> [What the task asks]:
Exclude images; transcribe the rest of the data exactly.

Data listing Start Marker

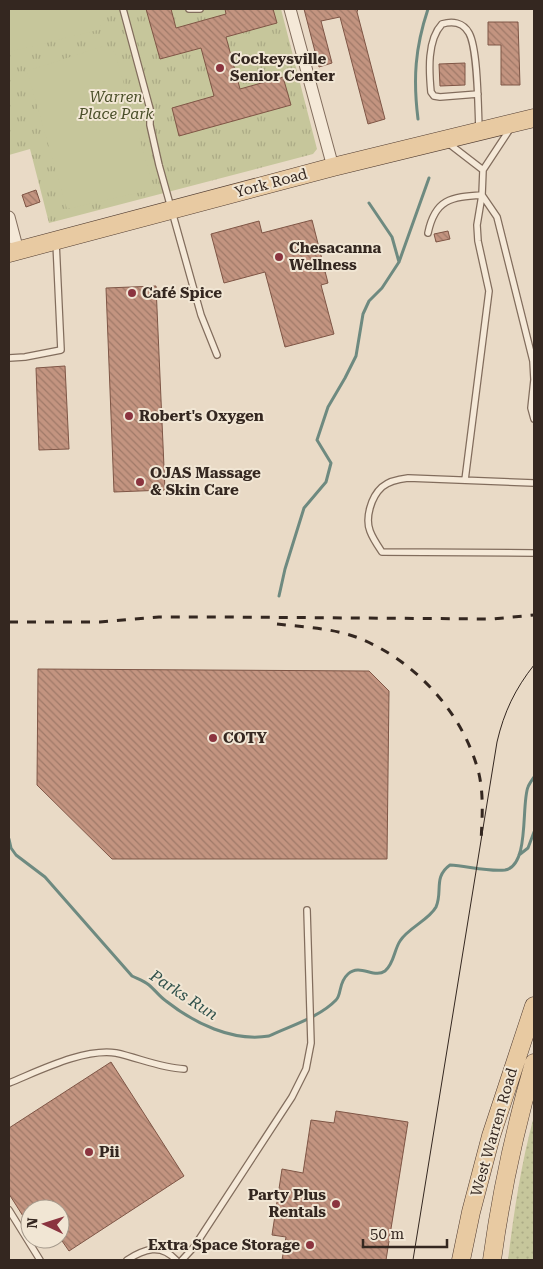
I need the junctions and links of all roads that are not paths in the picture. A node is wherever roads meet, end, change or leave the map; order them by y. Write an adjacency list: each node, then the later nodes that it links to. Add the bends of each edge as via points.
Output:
1 (123, 9): 13 (lane, via 150,108 150,125)
2 (189, 9): 3 (lane)
3 (200, 9)
4 (290, 9): 10 (street)
5 (478, 94): 5 (lane, via 474,50 468,32 463,26 451,22 442,24 433,37 431,92 440,97); 8 (lane)
6 (534, 118): 7 (main road, York Road)
7 (514, 123): 8 (main road, York Road); 11 (lane)
8 (479, 132): 9 (main road, York Road)
9 (445, 140): 10 (main road, York Road); 11 (lane)
10 (333, 167): 13 (main road, York Road)
11 (482, 170): 12 (lane)
12 (482, 195): 15 (lane, via 456,196 446,201 434,213); 20 (lane, via 497,217 533,361); 22 (lane, via 477,233 489,290)
13 (172, 209): 16 (main road, York Road); 18 (lane, via 201,316)
14 (9, 217): 17 (street)
15 (428, 234)
16 (56, 240): 17 (main road, York Road); 19 (lane, via 61,350)
17 (13, 252)
18 (217, 354)
19 (9, 358)
20 (534, 380): 21 (lane, via 531,408)
21 (534, 419)
22 (465, 480): 23 (lane); 24 (lane, via 408,478 382,487 374,499 368,522 382,552)
23 (534, 483)
24 (534, 554)
25 (306, 910): 34 (lane, via 310,986 310,1056 306,1068 292,1097 194,1247)
26 (534, 1006): 35 (main road, West Warren Road, via 491,1136)
27 (534, 1063): 36 (main road, West Warren Road, via 507,1169)
28 (184, 1069): 29 (lane, via 115,1053 87,1053)
29 (9, 1083)
30 (9, 1210): 31 (lane)
31 (40, 1260)
32 (127, 1260): 33 (lane, via 150,1249 168,1252)
33 (176, 1260)
34 (182, 1260)
35 (462, 1260)
36 (492, 1260)

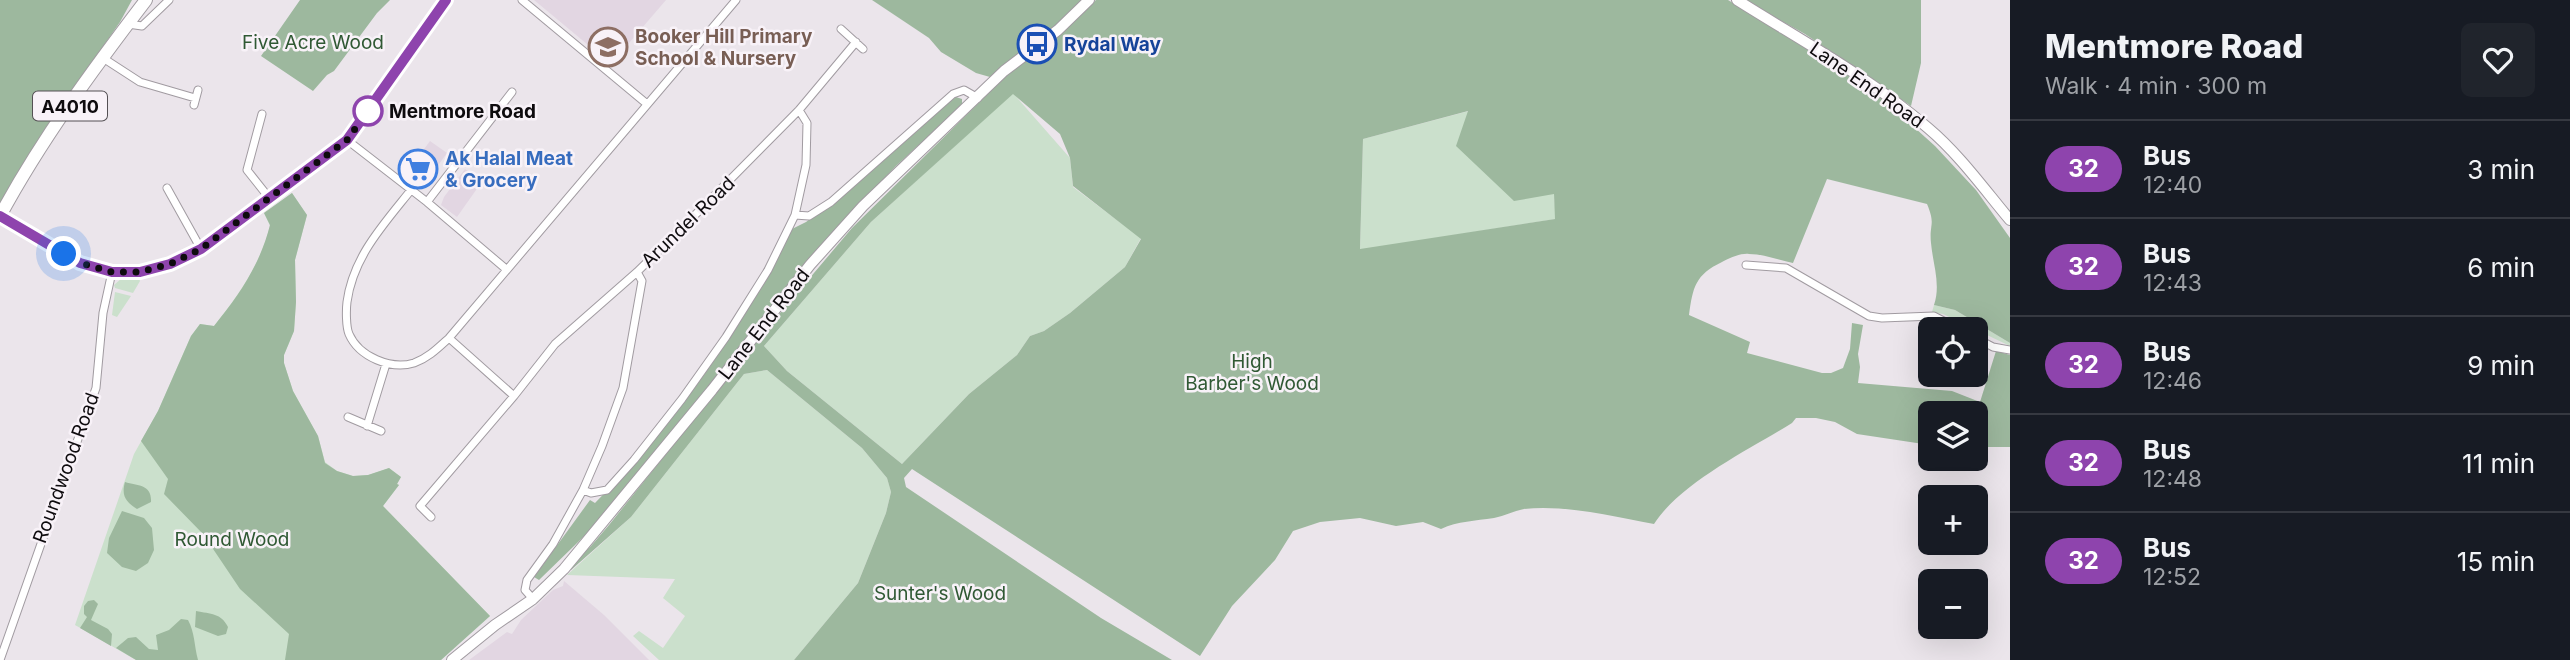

Data listing End Marker

> [Solution to this task]:
I need the junctions and links of all roads that are not paths in the picture. A node is wherever roads meet, end, change or leave the map; order them by y. Write an adjacency list: each node, then the later nodes that it links to. Add the bends of each edge as via points.
Output:
1 (123, 9): 13 (lane, via 150,108 150,125)
2 (189, 9): 3 (lane)
3 (200, 9)
4 (290, 9): 10 (street)
5 (478, 94): 5 (lane, via 474,50 468,32 463,26 451,22 442,24 433,37 431,92 440,97); 8 (lane)
6 (534, 118): 7 (main road, York Road)
7 (514, 123): 8 (main road, York Road); 11 (lane)
8 (479, 132): 9 (main road, York Road)
9 (445, 140): 10 (main road, York Road); 11 (lane)
10 (333, 167): 13 (main road, York Road)
11 (482, 170): 12 (lane)
12 (482, 195): 15 (lane, via 456,196 446,201 434,213); 20 (lane, via 497,217 533,361); 22 (lane, via 477,233 489,290)
13 (172, 209): 16 (main road, York Road); 18 (lane, via 201,316)
14 (9, 217): 17 (street)
15 (428, 234)
16 (56, 240): 17 (main road, York Road); 19 (lane, via 61,350)
17 (13, 252)
18 (217, 354)
19 (9, 358)
20 (534, 380): 21 (lane, via 531,408)
21 (534, 419)
22 (465, 480): 23 (lane); 24 (lane, via 408,478 382,487 374,499 368,522 382,552)
23 (534, 483)
24 (534, 554)
25 (306, 910): 34 (lane, via 310,986 310,1056 306,1068 292,1097 194,1247)
26 (534, 1006): 35 (main road, West Warren Road, via 491,1136)
27 (534, 1063): 36 (main road, West Warren Road, via 507,1169)
28 (184, 1069): 29 (lane, via 115,1053 87,1053)
29 (9, 1083)
30 (9, 1210): 31 (lane)
31 (40, 1260)
32 (127, 1260): 33 (lane, via 150,1249 168,1252)
33 (176, 1260)
34 (182, 1260)
35 (462, 1260)
36 (492, 1260)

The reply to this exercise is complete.